▸ **Exercise materials**:
------------------------------------------------------------

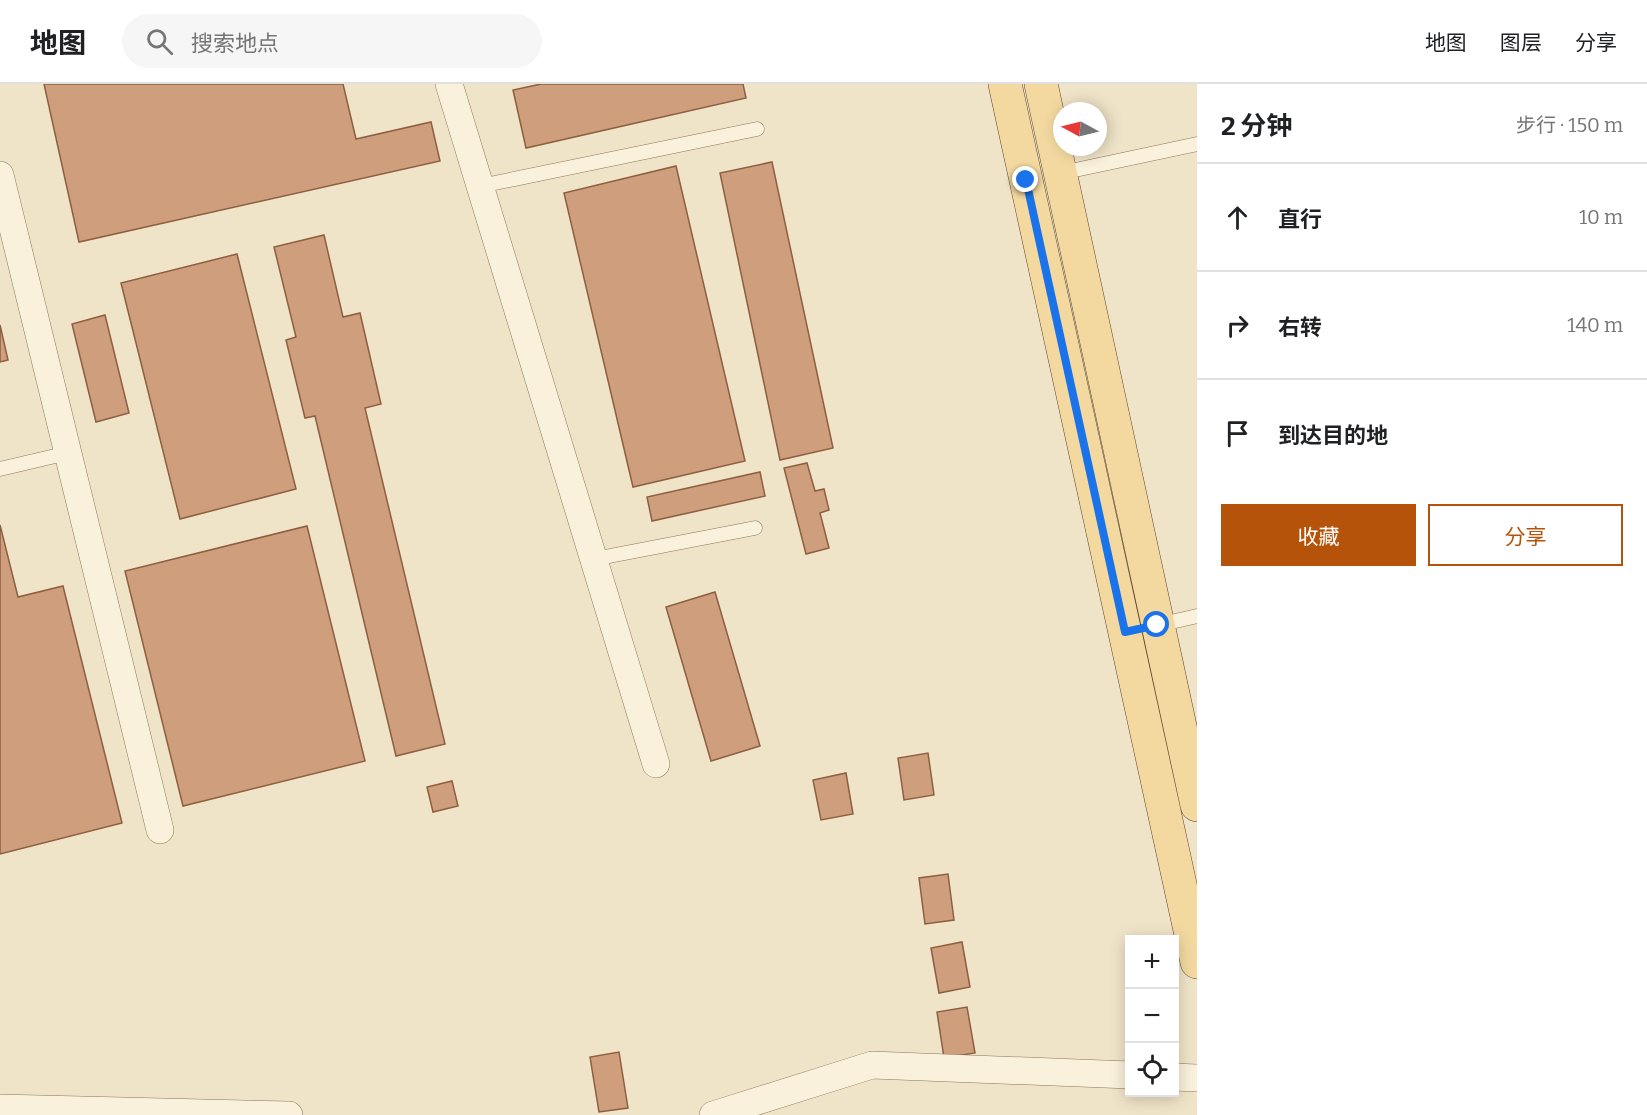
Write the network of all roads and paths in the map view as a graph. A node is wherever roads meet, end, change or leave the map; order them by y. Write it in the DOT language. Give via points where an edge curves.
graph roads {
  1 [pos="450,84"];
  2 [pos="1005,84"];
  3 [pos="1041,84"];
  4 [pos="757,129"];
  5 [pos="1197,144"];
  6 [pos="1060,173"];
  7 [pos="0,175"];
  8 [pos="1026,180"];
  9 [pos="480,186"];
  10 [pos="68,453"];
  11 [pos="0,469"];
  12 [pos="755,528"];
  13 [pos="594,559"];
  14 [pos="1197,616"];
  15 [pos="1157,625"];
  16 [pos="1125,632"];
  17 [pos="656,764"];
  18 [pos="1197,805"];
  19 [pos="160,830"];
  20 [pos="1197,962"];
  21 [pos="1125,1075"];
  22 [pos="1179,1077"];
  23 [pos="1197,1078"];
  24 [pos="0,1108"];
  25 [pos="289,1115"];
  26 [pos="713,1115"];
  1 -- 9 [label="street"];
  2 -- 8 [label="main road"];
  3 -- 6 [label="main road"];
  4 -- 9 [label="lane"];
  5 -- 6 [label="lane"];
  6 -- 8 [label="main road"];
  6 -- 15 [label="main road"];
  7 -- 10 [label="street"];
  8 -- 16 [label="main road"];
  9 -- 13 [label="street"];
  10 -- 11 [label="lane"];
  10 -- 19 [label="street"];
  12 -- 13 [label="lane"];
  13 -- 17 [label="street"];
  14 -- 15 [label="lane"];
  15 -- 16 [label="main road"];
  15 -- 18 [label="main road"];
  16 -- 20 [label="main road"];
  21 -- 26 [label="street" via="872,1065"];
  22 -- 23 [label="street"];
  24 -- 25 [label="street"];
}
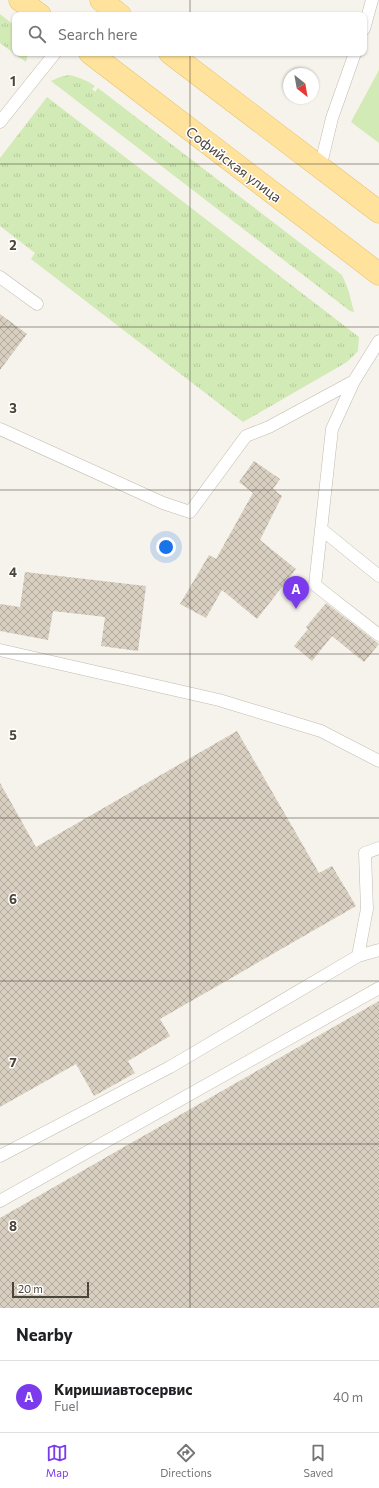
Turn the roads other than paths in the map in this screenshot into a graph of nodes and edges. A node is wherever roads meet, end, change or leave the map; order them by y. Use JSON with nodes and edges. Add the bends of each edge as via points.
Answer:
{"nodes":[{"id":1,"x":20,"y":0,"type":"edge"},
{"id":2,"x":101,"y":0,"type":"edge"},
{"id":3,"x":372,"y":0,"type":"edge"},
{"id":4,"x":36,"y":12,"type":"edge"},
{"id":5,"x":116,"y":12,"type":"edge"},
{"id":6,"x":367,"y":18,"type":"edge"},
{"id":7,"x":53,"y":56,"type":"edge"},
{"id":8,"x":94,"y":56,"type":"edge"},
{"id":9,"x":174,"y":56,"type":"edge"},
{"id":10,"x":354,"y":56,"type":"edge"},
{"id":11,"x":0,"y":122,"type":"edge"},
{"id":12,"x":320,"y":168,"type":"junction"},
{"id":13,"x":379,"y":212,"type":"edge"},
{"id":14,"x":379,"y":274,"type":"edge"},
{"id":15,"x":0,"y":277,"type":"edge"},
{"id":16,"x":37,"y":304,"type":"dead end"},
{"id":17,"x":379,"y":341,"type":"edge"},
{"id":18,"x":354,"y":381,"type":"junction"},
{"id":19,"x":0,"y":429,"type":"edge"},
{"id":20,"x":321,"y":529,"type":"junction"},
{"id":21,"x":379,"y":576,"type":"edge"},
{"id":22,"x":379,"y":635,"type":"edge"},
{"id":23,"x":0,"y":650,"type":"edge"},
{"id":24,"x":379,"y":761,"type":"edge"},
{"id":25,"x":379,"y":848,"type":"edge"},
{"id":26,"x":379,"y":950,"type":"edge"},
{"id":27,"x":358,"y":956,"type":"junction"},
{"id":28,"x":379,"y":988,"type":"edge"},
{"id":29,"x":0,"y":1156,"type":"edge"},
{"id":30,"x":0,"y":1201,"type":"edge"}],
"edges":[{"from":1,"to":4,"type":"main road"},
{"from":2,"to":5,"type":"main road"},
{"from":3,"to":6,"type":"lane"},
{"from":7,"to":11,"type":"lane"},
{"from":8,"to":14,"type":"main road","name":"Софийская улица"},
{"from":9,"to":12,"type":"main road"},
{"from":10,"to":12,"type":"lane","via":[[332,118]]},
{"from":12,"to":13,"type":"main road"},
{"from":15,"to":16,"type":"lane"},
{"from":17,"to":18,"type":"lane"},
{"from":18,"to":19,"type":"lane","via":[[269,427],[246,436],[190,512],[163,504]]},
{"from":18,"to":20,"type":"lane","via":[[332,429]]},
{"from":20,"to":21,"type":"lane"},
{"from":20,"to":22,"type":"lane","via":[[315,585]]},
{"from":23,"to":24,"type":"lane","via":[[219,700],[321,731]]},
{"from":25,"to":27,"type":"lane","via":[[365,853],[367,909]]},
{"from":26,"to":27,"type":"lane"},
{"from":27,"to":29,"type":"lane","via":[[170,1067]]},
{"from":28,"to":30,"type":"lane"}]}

------------------------------------------------------------

▸ **What you are asked to do**:
Write out the records above exactly as they appear, leaving out any pictures.

▸ **Written answer**:
Write the network of all roads and paths in the map view as a graph. A node is wherever roads meet, end, change or leave the map; order them by y. Write it in the DOT language. Give via points where an edge curves.
graph roads {
  1 [pos="450,84"];
  2 [pos="1005,84"];
  3 [pos="1041,84"];
  4 [pos="757,129"];
  5 [pos="1197,144"];
  6 [pos="1060,173"];
  7 [pos="0,175"];
  8 [pos="1026,180"];
  9 [pos="480,186"];
  10 [pos="68,453"];
  11 [pos="0,469"];
  12 [pos="755,528"];
  13 [pos="594,559"];
  14 [pos="1197,616"];
  15 [pos="1157,625"];
  16 [pos="1125,632"];
  17 [pos="656,764"];
  18 [pos="1197,805"];
  19 [pos="160,830"];
  20 [pos="1197,962"];
  21 [pos="1125,1075"];
  22 [pos="1179,1077"];
  23 [pos="1197,1078"];
  24 [pos="0,1108"];
  25 [pos="289,1115"];
  26 [pos="713,1115"];
  1 -- 9 [label="street"];
  2 -- 8 [label="main road"];
  3 -- 6 [label="main road"];
  4 -- 9 [label="lane"];
  5 -- 6 [label="lane"];
  6 -- 8 [label="main road"];
  6 -- 15 [label="main road"];
  7 -- 10 [label="street"];
  8 -- 16 [label="main road"];
  9 -- 13 [label="street"];
  10 -- 11 [label="lane"];
  10 -- 19 [label="street"];
  12 -- 13 [label="lane"];
  13 -- 17 [label="street"];
  14 -- 15 [label="lane"];
  15 -- 16 [label="main road"];
  15 -- 18 [label="main road"];
  16 -- 20 [label="main road"];
  21 -- 26 [label="street" via="872,1065"];
  22 -- 23 [label="street"];
  24 -- 25 [label="street"];
}
Turn the roads other than paths in the map in this screenshot into a graph of nodes and edges. A node is wherever roads meet, end, change or leave the map; order them by y. Use JSON with nodes and edges. Add the bends of each edge as via points.
Answer:
{"nodes":[{"id":1,"x":20,"y":0,"type":"edge"},
{"id":2,"x":101,"y":0,"type":"edge"},
{"id":3,"x":372,"y":0,"type":"edge"},
{"id":4,"x":36,"y":12,"type":"edge"},
{"id":5,"x":116,"y":12,"type":"edge"},
{"id":6,"x":367,"y":18,"type":"edge"},
{"id":7,"x":53,"y":56,"type":"edge"},
{"id":8,"x":94,"y":56,"type":"edge"},
{"id":9,"x":174,"y":56,"type":"edge"},
{"id":10,"x":354,"y":56,"type":"edge"},
{"id":11,"x":0,"y":122,"type":"edge"},
{"id":12,"x":320,"y":168,"type":"junction"},
{"id":13,"x":379,"y":212,"type":"edge"},
{"id":14,"x":379,"y":274,"type":"edge"},
{"id":15,"x":0,"y":277,"type":"edge"},
{"id":16,"x":37,"y":304,"type":"dead end"},
{"id":17,"x":379,"y":341,"type":"edge"},
{"id":18,"x":354,"y":381,"type":"junction"},
{"id":19,"x":0,"y":429,"type":"edge"},
{"id":20,"x":321,"y":529,"type":"junction"},
{"id":21,"x":379,"y":576,"type":"edge"},
{"id":22,"x":379,"y":635,"type":"edge"},
{"id":23,"x":0,"y":650,"type":"edge"},
{"id":24,"x":379,"y":761,"type":"edge"},
{"id":25,"x":379,"y":848,"type":"edge"},
{"id":26,"x":379,"y":950,"type":"edge"},
{"id":27,"x":358,"y":956,"type":"junction"},
{"id":28,"x":379,"y":988,"type":"edge"},
{"id":29,"x":0,"y":1156,"type":"edge"},
{"id":30,"x":0,"y":1201,"type":"edge"}],
"edges":[{"from":1,"to":4,"type":"main road"},
{"from":2,"to":5,"type":"main road"},
{"from":3,"to":6,"type":"lane"},
{"from":7,"to":11,"type":"lane"},
{"from":8,"to":14,"type":"main road","name":"Софийская улица"},
{"from":9,"to":12,"type":"main road"},
{"from":10,"to":12,"type":"lane","via":[[332,118]]},
{"from":12,"to":13,"type":"main road"},
{"from":15,"to":16,"type":"lane"},
{"from":17,"to":18,"type":"lane"},
{"from":18,"to":19,"type":"lane","via":[[269,427],[246,436],[190,512],[163,504]]},
{"from":18,"to":20,"type":"lane","via":[[332,429]]},
{"from":20,"to":21,"type":"lane"},
{"from":20,"to":22,"type":"lane","via":[[315,585]]},
{"from":23,"to":24,"type":"lane","via":[[219,700],[321,731]]},
{"from":25,"to":27,"type":"lane","via":[[365,853],[367,909]]},
{"from":26,"to":27,"type":"lane"},
{"from":27,"to":29,"type":"lane","via":[[170,1067]]},
{"from":28,"to":30,"type":"lane"}]}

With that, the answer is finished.